Exercise ->
Below are the records; copy each line in which "every" occurs.

Records to process ->
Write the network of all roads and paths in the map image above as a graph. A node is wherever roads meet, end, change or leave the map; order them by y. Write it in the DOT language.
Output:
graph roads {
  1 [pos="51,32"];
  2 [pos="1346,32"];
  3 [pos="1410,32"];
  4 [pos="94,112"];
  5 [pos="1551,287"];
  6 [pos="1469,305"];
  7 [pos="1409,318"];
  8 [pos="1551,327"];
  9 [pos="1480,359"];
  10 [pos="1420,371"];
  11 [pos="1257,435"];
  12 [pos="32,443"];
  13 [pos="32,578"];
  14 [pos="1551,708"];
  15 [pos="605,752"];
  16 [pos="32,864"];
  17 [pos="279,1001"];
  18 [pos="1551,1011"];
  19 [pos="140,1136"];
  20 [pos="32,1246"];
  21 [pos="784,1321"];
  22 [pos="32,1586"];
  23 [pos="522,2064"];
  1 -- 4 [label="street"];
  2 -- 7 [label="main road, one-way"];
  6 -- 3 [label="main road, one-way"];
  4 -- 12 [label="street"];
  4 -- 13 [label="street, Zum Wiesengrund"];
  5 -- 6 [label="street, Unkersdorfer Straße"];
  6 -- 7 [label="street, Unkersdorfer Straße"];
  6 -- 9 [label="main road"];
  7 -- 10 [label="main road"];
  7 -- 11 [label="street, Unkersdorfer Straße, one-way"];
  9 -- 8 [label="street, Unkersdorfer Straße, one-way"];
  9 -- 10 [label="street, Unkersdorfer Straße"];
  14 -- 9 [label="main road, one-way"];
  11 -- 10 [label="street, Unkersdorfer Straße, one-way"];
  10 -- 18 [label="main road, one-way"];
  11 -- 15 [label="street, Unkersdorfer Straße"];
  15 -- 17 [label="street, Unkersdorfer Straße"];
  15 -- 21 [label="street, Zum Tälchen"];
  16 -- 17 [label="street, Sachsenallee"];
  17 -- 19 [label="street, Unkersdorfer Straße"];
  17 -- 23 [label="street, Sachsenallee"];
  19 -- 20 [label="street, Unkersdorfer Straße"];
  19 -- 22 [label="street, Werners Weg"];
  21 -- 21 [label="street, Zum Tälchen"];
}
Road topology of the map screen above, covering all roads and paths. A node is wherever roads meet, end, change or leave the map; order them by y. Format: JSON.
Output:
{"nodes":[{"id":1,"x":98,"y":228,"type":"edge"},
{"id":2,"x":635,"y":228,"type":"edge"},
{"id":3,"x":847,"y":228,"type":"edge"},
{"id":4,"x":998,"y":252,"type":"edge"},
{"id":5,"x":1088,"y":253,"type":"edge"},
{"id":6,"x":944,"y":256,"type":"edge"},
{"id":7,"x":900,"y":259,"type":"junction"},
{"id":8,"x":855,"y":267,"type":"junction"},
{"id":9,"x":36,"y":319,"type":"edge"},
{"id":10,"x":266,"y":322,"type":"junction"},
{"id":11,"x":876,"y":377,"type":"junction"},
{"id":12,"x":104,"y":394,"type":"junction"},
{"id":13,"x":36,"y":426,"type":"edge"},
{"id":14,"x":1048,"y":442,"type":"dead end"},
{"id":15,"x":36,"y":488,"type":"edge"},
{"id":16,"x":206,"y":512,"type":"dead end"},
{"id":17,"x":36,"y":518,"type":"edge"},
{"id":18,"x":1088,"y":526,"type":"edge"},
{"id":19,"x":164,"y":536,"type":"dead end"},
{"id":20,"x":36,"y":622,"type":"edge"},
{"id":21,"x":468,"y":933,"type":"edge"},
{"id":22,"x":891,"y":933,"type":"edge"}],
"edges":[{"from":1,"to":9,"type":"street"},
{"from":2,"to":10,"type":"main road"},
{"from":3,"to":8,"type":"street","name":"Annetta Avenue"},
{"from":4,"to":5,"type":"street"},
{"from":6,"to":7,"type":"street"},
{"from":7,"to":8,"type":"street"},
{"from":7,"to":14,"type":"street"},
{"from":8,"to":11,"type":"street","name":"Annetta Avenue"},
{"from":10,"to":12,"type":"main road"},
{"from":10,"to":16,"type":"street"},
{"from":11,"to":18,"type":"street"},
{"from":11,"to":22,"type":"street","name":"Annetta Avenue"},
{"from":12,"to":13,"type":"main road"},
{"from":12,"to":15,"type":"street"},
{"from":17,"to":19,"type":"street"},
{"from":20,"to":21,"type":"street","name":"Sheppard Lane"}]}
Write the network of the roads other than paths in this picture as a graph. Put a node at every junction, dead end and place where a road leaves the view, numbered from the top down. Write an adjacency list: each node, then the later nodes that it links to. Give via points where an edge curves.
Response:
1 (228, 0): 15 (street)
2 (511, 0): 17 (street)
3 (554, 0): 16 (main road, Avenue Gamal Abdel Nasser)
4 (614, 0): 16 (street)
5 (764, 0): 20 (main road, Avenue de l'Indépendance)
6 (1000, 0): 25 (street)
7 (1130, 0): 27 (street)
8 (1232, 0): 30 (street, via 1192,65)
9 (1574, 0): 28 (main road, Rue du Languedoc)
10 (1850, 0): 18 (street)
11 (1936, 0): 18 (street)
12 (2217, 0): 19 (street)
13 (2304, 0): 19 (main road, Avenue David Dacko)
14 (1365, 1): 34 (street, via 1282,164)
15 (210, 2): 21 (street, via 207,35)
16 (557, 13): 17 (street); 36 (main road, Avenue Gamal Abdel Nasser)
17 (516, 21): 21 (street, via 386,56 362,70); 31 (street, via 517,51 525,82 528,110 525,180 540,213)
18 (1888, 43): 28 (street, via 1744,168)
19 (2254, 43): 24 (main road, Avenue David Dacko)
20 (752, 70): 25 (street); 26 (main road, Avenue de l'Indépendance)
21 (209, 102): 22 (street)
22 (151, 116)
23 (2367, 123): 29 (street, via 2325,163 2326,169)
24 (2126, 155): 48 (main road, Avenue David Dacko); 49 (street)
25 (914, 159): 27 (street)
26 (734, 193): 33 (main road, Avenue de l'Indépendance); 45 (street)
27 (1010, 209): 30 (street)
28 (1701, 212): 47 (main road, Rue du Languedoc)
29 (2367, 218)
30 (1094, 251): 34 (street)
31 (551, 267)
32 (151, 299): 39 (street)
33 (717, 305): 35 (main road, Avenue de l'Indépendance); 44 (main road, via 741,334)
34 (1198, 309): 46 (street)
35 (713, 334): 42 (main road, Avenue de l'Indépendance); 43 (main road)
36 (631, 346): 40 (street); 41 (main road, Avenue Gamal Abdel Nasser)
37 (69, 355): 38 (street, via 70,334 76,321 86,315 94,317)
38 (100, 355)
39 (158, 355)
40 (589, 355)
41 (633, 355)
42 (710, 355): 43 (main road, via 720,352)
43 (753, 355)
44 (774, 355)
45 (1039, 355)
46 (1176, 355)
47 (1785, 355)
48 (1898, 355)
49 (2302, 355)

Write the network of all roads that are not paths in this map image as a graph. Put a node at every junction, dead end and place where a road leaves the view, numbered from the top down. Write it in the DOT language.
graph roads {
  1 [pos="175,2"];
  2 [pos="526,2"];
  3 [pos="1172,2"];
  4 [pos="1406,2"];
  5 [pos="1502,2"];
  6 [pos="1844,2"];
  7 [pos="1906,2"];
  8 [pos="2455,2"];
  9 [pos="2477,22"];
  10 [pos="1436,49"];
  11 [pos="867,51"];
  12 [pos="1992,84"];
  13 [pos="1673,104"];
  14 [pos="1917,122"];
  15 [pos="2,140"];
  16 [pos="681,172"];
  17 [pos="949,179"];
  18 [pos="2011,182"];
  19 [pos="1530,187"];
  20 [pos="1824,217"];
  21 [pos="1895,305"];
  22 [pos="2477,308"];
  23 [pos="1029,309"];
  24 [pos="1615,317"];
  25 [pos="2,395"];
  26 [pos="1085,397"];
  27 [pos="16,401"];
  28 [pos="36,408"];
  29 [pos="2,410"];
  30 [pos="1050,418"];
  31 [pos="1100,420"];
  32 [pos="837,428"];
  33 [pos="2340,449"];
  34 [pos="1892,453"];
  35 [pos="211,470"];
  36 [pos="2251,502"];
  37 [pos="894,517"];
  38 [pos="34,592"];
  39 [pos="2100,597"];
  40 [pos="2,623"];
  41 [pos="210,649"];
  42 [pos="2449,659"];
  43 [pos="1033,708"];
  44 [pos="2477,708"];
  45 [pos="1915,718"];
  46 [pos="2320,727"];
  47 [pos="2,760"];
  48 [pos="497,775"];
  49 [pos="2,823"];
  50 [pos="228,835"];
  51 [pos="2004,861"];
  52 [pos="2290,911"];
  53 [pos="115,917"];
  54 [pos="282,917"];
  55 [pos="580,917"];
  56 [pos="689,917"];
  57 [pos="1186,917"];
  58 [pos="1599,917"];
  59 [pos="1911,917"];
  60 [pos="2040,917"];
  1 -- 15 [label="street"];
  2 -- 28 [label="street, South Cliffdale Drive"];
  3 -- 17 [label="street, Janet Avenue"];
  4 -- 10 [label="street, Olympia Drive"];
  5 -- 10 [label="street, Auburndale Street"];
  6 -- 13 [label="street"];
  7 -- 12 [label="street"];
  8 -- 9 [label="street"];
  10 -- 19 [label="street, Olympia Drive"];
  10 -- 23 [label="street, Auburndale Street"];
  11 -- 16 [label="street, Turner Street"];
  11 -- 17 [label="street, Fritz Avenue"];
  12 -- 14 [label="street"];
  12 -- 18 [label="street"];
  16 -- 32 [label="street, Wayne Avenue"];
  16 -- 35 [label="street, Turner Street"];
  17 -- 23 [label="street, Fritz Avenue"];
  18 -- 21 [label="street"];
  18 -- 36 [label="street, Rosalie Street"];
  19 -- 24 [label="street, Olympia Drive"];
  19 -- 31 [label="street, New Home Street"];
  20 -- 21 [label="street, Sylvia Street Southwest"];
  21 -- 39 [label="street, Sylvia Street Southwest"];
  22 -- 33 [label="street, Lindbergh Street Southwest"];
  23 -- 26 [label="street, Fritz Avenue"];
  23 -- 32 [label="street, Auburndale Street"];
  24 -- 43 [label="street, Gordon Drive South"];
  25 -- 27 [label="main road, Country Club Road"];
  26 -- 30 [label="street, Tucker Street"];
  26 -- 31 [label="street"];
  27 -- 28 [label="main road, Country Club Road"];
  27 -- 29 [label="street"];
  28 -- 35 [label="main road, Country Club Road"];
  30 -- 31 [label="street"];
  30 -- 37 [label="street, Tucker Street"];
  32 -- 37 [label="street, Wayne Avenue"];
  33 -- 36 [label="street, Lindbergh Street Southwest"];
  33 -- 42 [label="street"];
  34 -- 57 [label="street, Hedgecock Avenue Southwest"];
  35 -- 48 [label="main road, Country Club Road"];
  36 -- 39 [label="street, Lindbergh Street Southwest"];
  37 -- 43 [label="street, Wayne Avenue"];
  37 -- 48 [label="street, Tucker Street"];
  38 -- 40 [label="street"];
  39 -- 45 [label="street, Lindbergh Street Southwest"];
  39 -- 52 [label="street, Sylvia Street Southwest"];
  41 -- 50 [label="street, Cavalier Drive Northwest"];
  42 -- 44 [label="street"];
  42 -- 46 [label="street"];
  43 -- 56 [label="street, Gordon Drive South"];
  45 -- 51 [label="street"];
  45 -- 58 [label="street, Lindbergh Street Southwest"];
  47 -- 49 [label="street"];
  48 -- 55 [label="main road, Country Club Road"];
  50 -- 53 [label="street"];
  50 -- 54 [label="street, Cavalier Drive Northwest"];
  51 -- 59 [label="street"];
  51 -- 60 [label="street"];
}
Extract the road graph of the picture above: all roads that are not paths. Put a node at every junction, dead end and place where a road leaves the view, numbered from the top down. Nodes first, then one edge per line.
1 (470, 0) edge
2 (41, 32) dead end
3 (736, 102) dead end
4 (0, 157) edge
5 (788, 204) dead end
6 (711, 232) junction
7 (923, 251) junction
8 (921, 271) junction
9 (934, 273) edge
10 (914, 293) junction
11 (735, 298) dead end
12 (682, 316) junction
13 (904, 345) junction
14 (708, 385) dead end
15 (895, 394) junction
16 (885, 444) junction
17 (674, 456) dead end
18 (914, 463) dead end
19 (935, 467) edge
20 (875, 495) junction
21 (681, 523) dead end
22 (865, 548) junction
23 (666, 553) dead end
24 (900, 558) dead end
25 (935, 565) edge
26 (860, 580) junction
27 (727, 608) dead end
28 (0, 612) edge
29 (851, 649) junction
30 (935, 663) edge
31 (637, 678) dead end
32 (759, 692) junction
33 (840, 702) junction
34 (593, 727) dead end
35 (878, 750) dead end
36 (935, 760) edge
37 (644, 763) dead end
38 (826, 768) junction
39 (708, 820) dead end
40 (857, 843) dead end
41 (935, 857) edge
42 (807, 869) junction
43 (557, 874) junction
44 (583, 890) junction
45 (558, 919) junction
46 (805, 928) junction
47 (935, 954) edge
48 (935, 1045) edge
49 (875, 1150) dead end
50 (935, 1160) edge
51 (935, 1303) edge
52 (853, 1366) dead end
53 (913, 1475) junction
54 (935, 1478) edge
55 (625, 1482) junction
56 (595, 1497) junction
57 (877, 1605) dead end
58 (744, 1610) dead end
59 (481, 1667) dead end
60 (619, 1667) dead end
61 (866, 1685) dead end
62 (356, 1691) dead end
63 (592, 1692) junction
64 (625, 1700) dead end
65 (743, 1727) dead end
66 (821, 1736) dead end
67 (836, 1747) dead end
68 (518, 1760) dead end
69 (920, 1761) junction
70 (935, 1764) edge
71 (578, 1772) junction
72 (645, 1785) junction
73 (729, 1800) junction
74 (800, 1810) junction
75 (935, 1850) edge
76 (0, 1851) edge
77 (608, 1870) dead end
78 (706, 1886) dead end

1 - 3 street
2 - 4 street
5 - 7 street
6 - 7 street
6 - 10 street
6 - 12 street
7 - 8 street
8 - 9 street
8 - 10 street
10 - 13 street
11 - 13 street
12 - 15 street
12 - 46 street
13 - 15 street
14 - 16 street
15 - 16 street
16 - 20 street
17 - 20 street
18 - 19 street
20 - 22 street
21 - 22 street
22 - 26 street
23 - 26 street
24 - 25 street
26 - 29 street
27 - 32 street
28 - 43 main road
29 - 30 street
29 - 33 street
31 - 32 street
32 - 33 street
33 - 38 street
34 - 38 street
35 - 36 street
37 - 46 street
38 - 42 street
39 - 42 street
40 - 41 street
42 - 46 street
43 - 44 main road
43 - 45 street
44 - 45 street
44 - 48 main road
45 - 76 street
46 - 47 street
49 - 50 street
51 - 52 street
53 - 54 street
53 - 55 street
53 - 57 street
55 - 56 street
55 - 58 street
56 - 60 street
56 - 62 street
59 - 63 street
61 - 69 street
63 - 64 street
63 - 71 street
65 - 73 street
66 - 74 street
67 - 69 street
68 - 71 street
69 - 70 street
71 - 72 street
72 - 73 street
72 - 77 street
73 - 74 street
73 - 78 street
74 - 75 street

Written reply ->
Write the network of the roads other than paths in this picture as a graph. Put a node at every junction, dead end and place where a road leaves the view, numbered from the top down. Write an adjacency list: each node, then the later nodes that it links to. Give via points where an edge curves.
Write the network of all roads that are not paths in this map image as a graph. Put a node at every junction, dead end and place where a road leaves the view, numbered from the top down. Write it in the DOT language.
Extract the road graph of the picture above: all roads that are not paths. Put a node at every junction, dead end and place where a road leaves the view, numbered from the top down. Nodes first, then one edge per line.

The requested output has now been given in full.